───── EXERCISE MATERIALS ─────

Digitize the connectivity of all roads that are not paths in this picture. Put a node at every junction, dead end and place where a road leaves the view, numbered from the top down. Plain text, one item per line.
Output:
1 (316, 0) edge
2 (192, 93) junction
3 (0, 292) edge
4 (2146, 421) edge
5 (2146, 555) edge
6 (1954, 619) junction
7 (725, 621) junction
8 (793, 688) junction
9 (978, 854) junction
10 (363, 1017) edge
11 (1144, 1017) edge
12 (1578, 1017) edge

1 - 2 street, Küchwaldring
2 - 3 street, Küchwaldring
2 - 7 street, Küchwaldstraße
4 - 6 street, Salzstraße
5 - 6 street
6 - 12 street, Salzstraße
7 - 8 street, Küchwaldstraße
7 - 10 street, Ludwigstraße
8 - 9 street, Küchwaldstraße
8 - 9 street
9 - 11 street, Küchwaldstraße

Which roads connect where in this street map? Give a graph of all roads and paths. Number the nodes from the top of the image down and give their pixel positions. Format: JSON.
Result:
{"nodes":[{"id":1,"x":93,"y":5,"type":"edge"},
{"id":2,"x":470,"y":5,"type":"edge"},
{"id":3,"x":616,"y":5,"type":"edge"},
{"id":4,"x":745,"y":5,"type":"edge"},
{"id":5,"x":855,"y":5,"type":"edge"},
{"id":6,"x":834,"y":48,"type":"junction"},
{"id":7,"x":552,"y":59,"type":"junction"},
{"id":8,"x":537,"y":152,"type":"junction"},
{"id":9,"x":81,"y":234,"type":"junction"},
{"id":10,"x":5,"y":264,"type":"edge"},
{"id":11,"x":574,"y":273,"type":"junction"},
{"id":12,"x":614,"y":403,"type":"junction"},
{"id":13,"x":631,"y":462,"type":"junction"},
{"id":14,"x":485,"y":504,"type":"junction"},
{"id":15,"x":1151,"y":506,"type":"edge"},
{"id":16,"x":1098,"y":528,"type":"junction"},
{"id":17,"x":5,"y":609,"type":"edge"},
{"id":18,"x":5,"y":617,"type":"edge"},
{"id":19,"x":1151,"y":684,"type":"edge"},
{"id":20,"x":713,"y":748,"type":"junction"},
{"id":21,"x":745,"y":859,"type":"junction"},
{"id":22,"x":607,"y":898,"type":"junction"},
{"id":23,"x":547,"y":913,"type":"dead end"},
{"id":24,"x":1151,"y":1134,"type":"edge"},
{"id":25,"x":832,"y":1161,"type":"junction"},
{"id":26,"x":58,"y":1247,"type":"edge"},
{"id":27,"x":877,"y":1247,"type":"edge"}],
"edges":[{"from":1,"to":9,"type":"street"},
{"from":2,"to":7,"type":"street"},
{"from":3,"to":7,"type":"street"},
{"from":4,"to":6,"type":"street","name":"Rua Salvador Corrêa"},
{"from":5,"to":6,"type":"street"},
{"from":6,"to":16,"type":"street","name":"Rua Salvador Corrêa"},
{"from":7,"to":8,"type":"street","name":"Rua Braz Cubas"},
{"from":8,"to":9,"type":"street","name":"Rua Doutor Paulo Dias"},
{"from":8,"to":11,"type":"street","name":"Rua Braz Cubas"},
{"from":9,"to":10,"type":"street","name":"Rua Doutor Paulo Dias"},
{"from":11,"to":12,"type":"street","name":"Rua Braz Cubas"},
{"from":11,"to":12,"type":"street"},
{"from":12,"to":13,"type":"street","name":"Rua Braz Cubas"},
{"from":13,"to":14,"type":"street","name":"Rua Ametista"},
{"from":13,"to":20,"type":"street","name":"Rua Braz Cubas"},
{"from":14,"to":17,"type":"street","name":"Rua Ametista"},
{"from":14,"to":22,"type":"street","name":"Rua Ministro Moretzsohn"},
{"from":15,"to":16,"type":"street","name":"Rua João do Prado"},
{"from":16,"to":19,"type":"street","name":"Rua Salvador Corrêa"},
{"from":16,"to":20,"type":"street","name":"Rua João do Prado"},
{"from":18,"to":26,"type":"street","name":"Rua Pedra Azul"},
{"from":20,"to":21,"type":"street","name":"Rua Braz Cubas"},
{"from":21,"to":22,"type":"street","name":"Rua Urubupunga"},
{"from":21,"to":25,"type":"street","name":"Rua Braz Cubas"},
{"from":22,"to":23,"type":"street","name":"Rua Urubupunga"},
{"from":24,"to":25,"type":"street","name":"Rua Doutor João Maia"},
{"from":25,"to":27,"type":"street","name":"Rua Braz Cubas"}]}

─────

◆ INSTRUCTIONS FOR THE TASK ◆
Count the lines in the entries above that hold the string "Corrêa", and give that count without any other text.

◆ RESPONSE TO THIS EXERCISE ◆
3